# My birds...........



## Kannan1984 (May 19, 2008)

Currently i have only 2 pairs ,..
Black homer pair 
and one more

Fantail , i have sold out


----------



## Skyeking (Jan 17, 2003)

The birds are lovely, but they don't look happy. Is there anyway you can build them a nice loft off of the ground where they can have access to sunshine as well as protection from the elements? Pigeons feel most secure and happy when they can sit up high off the ground on perches and in nesting boxes. They like to have room service and have their homes cleaned and maintained properly a few times a week also, like any other creature. If you give them what they need they will reward you with their beautiful presence as well as healthy babies.
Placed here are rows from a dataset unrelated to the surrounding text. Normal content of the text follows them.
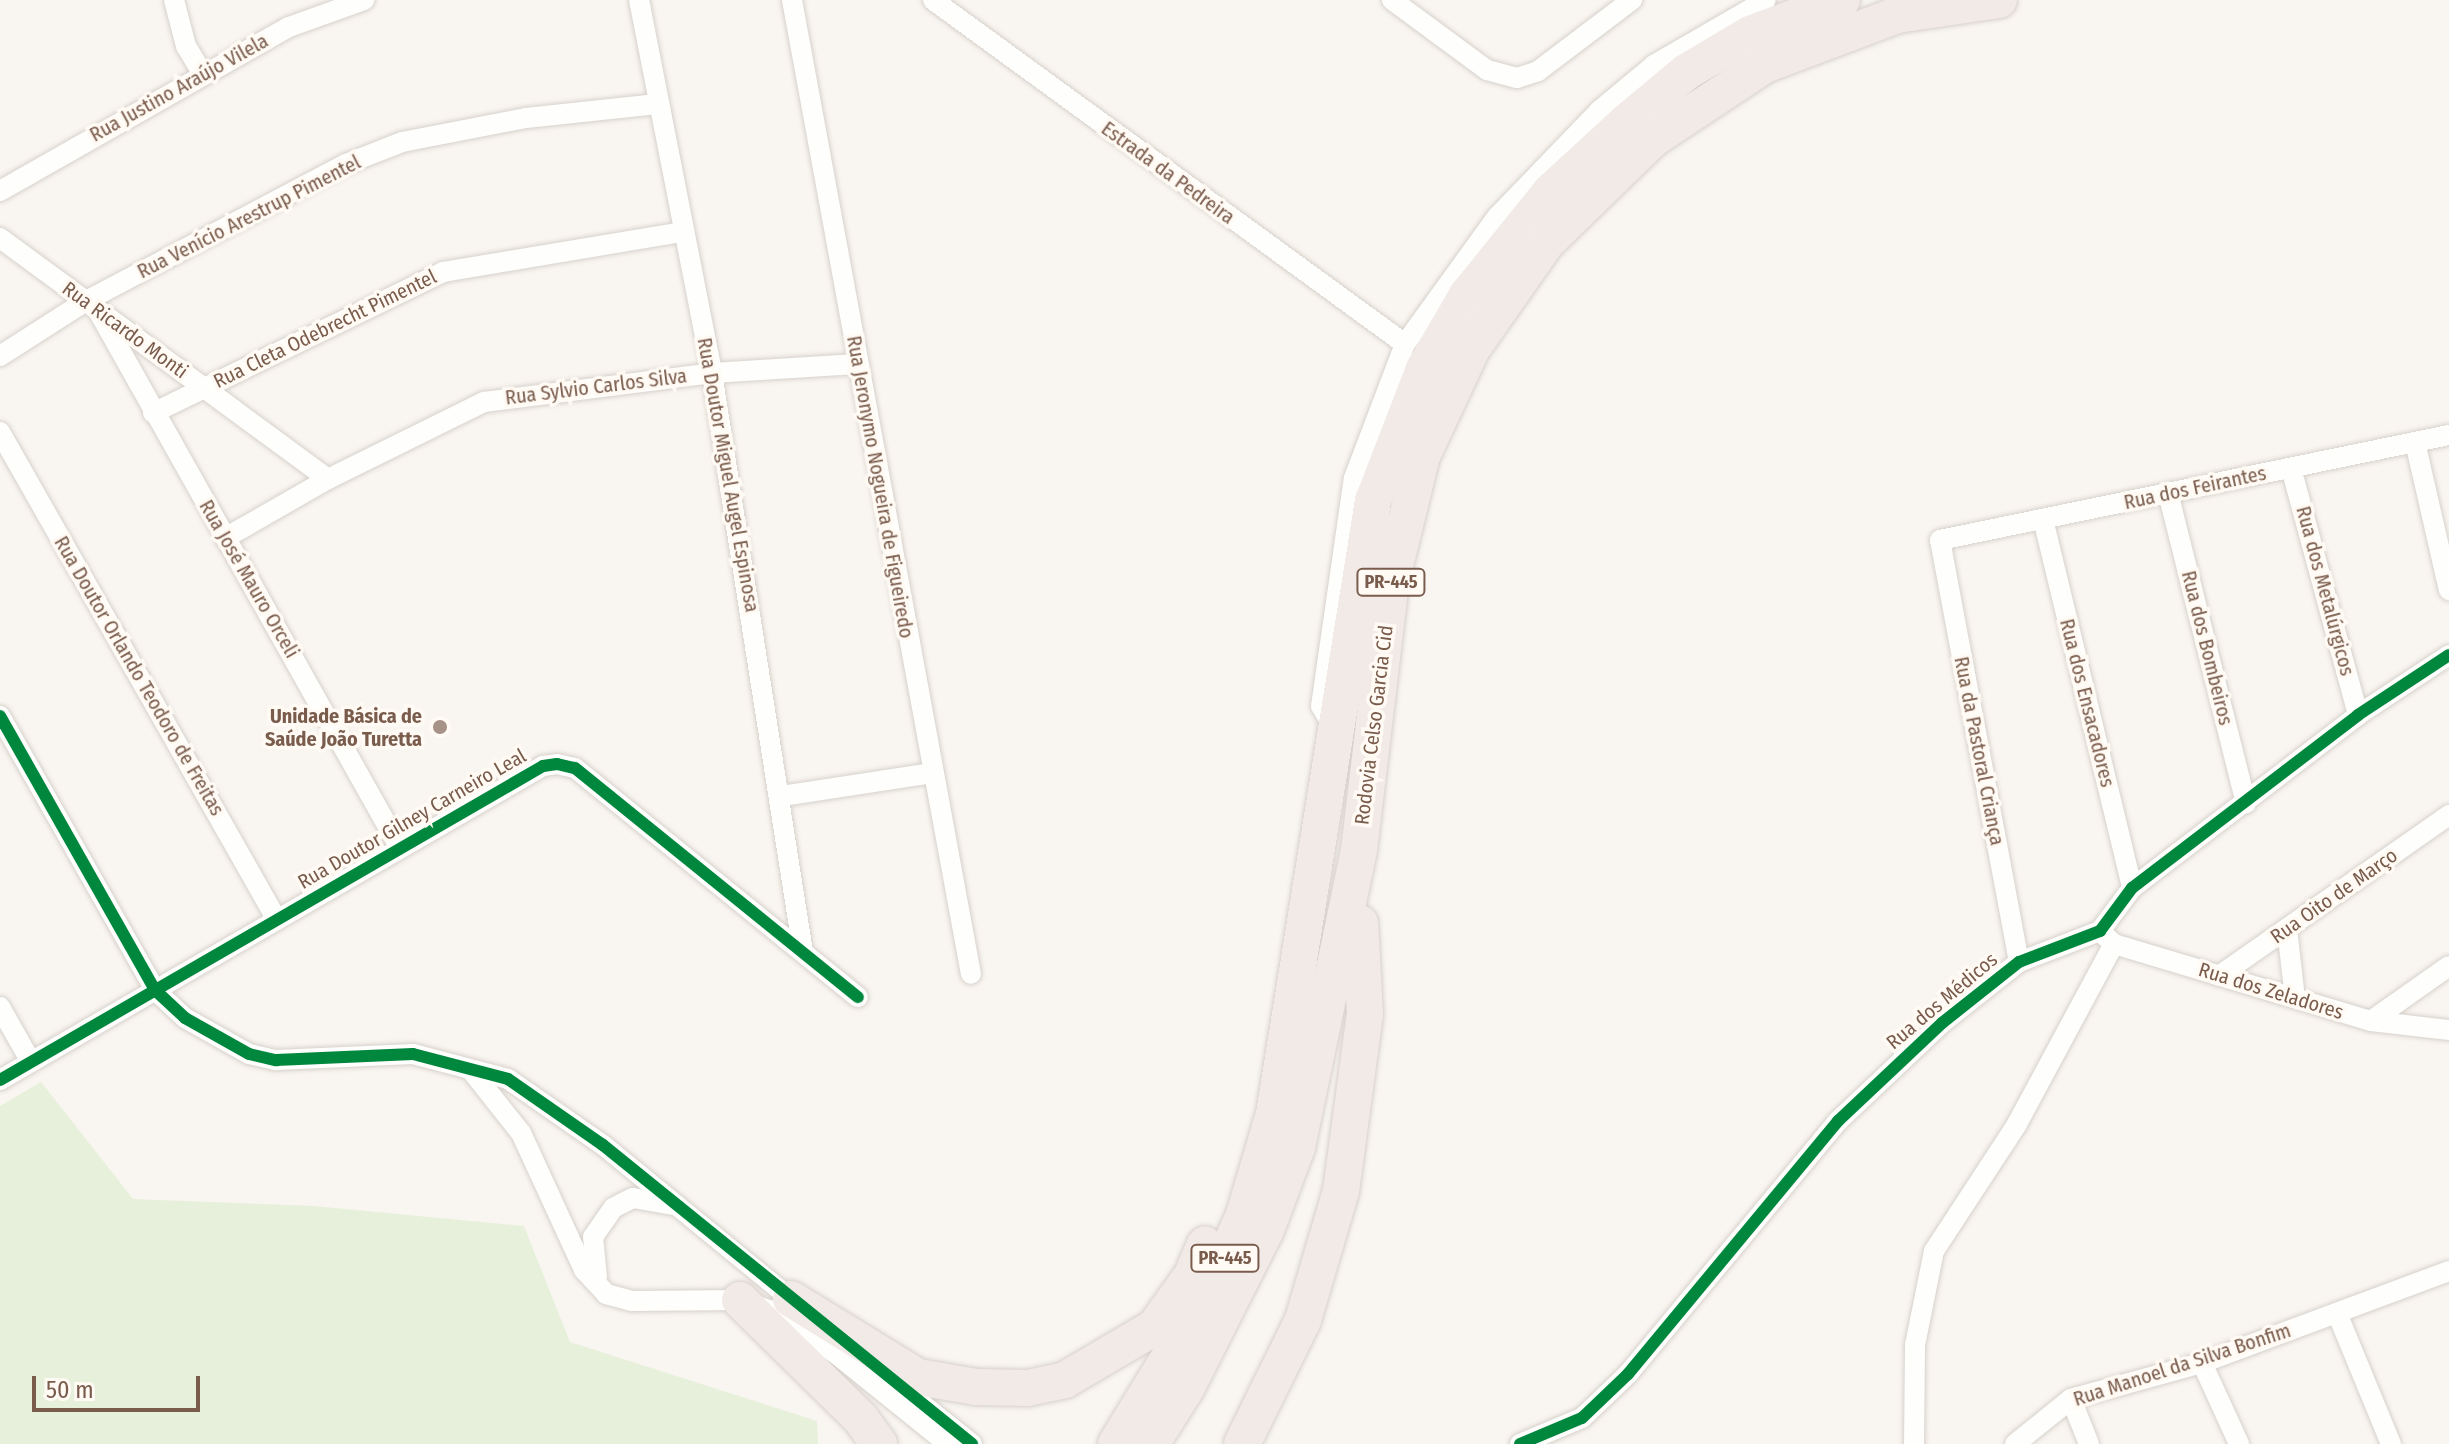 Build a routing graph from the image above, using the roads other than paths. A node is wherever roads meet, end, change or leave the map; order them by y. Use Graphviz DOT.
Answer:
graph roads {
  1 [pos="174,0"];
  2 [pos="364,0"];
  3 [pos="639,0"];
  4 [pos="792,0"];
  5 [pos="933,0"];
  6 [pos="1392,0"];
  7 [pos="1632,0"];
  8 [pos="1766,0"];
  9 [pos="1842,0"];
  10 [pos="1999,0"];
  11 [pos="202,73"];
  12 [pos="657,104"];
  13 [pos="0,191"];
  14 [pos="683,232"];
  15 [pos="0,238"];
  16 [pos="91,305"];
  17 [pos="1405,344"];
  18 [pos="0,356"];
  19 [pos="857,364"];
  20 [pos="712,373"];
  21 [pos="203,387"];
  22 [pos="153,413"];
  23 [pos="0,432"];
  24 [pos="2449,435"];
  25 [pos="2415,442"];
  26 [pos="2291,468"];
  27 [pos="328,479"];
  28 [pos="2168,493"];
  29 [pos="2440,512"];
  30 [pos="2043,519"];
  31 [pos="225,538"];
  32 [pos="1940,540"];
  33 [pos="2449,590"];
  34 [pos="2449,655"];
  35 [pos="2358,715"];
  36 [pos="0,716"];
  37 [pos="1336,732"];
  38 [pos="932,773"];
  39 [pos="782,796"];
  40 [pos="2246,803"];
  41 [pos="2449,815"];
  42 [pos="400,848"];
  43 [pos="1359,850"];
  44 [pos="2132,888"];
  45 [pos="277,920"];
  46 [pos="2287,929"];
  47 [pos="2107,937"];
  48 [pos="803,952"];
  49 [pos="2019,962"];
  50 [pos="2449,966"];
  51 [pos="971,974"];
  52 [pos="2219,976"];
  53 [pos="155,990"];
  54 [pos="858,997"];
  55 [pos="2295,998"];
  56 [pos="0,1007"];
  57 [pos="2371,1021"];
  58 [pos="2449,1030"];
  59 [pos="1286,1052"];
  60 [pos="31,1062"];
  61 [pos="468,1067"];
  62 [pos="0,1080"];
  63 [pos="677,1206"];
  64 [pos="2449,1271"];
  65 [pos="606,1294"];
  66 [pos="791,1299"];
  67 [pos="740,1300"];
  68 [pos="2337,1313"];
  69 [pos="2202,1363"];
  70 [pos="2071,1399"];
  71 [pos="879,1444"];
  72 [pos="948,1444"];
  73 [pos="972,1444"];
  74 [pos="1116,1444"];
  75 [pos="1151,1444"];
  76 [pos="1242,1444"];
  77 [pos="1520,1444"];
  78 [pos="1914,1444"];
  79 [pos="2015,1444"];
  80 [pos="2089,1444"];
  81 [pos="2239,1444"];
  82 [pos="2391,1444"];
  1 -- 11 [label="street"];
  2 -- 11 [label="street, Rua Justino Araújo Vilela"];
  3 -- 12 [label="street, Rua Doutor Miguel Augel Espinosa"];
  4 -- 19 [label="street, Rua Jeronymo Nogueira de Figueiredo"];
  5 -- 17 [label="street, Estrada da Pedreira"];
  6 -- 7 [label="street"];
  8 -- 17 [label="street"];
  9 -- 37 [label="highway, Rodovia Celso Garcia Cid / PR-445"];
  10 -- 43 [label="highway, Rodovia Celso Garcia Cid / PR-445"];
  11 -- 13 [label="street, Rua Justino Araújo Vilela"];
  12 -- 14 [label="street, Rua Doutor Miguel Augel Espinosa"];
  12 -- 16 [label="street, Rua Venício Arestrup Pimentel"];
  14 -- 20 [label="street, Rua Doutor Miguel Augel Espinosa"];
  14 -- 21 [label="street, Rua Cleta Odebrecht Pimentel"];
  15 -- 16 [label="street, Rua Ricardo Monti"];
  16 -- 18 [label="street, Rua Venício Arestrup Pimentel"];
  16 -- 21 [label="street, Rua Ricardo Monti"];
  16 -- 22 [label="street, Rua José Mauro Orceli"];
  17 -- 37 [label="street"];
  19 -- 20 [label="street, Rua Sylvio Carlos Silva"];
  19 -- 38 [label="street, Rua Jeronymo Nogueira de Figueiredo"];
  20 -- 27 [label="street, Rua Sylvio Carlos Silva"];
  20 -- 39 [label="street, Rua Doutor Miguel Augel Espinosa"];
  21 -- 22 [label="street, Rua Cleta Odebrecht Pimentel"];
  21 -- 27 [label="street, Rua Ricardo Monti"];
  22 -- 31 [label="street, Rua José Mauro Orceli"];
  23 -- 45 [label="street, Rua Doutor Orlando Teodoro de Freitas"];
  24 -- 25 [label="street, Rua dos Feirantes"];
  25 -- 26 [label="street, Rua dos Feirantes"];
  25 -- 29 [label="street"];
  26 -- 28 [label="street, Rua dos Feirantes"];
  26 -- 35 [label="street, Rua dos Metalúrgicos"];
  27 -- 31 [label="street, Rua Sylvio Carlos Silva"];
  28 -- 30 [label="street, Rua dos Feirantes"];
  28 -- 40 [label="street, Rua dos Bombeiros"];
  29 -- 33 [label="street"];
  30 -- 32 [label="street, Rua dos Feirantes"];
  30 -- 44 [label="street, Rua dos Ensacadores"];
  31 -- 42 [label="street, Rua José Mauro Orceli"];
  32 -- 49 [label="street, Rua da Pastoral Criança"];
  34 -- 35 [label="street"];
  35 -- 40 [label="street"];
  36 -- 53 [label="street"];
  37 -- 59 [label="highway, Rodovia Celso Garcia Cid / PR-445"];
  38 -- 39 [label="street"];
  38 -- 51 [label="street, Rua Jeronymo Nogueira de Figueiredo"];
  39 -- 48 [label="street, Rua Doutor Miguel Augel Espinosa"];
  40 -- 44 [label="street"];
  41 -- 46 [label="street, Rua Oito de Março"];
  42 -- 45 [label="street, Rua Doutor Gilney Carneiro Leal"];
  42 -- 48 [label="street, Rua Doutor Gilney Carneiro Leal"];
  43 -- 75 [label="highway, Rodovia Celso Garcia Cid / PR-445"];
  43 -- 76 [label="highway"];
  44 -- 47 [label="street"];
  45 -- 53 [label="street, Rua Doutor Gilney Carneiro Leal"];
  46 -- 52 [label="street, Rua Oito de Março"];
  46 -- 55 [label="street"];
  47 -- 49 [label="street, Rua dos Médicos"];
  47 -- 52 [label="street, Rua dos Zeladores"];
  47 -- 78 [label="street"];
  48 -- 54 [label="street, Rua Doutor Gilney Carneiro Leal"];
  49 -- 77 [label="street, Rua dos Médicos"];
  50 -- 57 [label="street"];
  52 -- 55 [label="street, Rua dos Zeladores"];
  53 -- 60 [label="street, Rua Doutor Gilney Carneiro Leal"];
  53 -- 61 [label="street"];
  55 -- 57 [label="street, Rua dos Zeladores"];
  56 -- 60 [label="street"];
  57 -- 58 [label="street, Rua dos Zeladores"];
  59 -- 66 [label="highway"];
  59 -- 74 [label="highway, Rodovia Celso Garcia Cid / PR-445"];
  60 -- 62 [label="street, Rua Doutor Gilney Carneiro Leal"];
  61 -- 63 [label="street"];
  61 -- 65 [label="street"];
  63 -- 65 [label="street"];
  63 -- 66 [label="street"];
  64 -- 68 [label="street, Rua Manoel da Silva Bonfim"];
  65 -- 67 [label="street"];
  66 -- 73 [label="street"];
  67 -- 71 [label="highway"];
  67 -- 72 [label="street"];
  68 -- 69 [label="street, Rua Manoel da Silva Bonfim"];
  68 -- 82 [label="street"];
  69 -- 70 [label="street, Rua Manoel da Silva Bonfim"];
  69 -- 81 [label="street"];
  70 -- 79 [label="street, Rua Manoel da Silva Bonfim"];
  70 -- 80 [label="street"];
}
Thank you for sharing the pictures.


----------



## Kannan1984 (May 19, 2008)

*Sure Trees*

I will try to shift the nest box off the ground..
I don't know it will be possible or not in my current arrangement.,
Anyway I will try my best to provide the thing that u have mentioned ...... 

Thanks ..
Kannan


----------



## Grim (Jul 28, 2007)

Where are these birds at? It almost looks like they have individual concrete cells. 

Is this off your home?


----------



## Kannan1984 (May 19, 2008)

*Hi Grim*

No Grim ,, Its in my home upstair terrace,,
I have used the placed under my water tank..
tHOSE TWO cells are the lower area of two water tank..


----------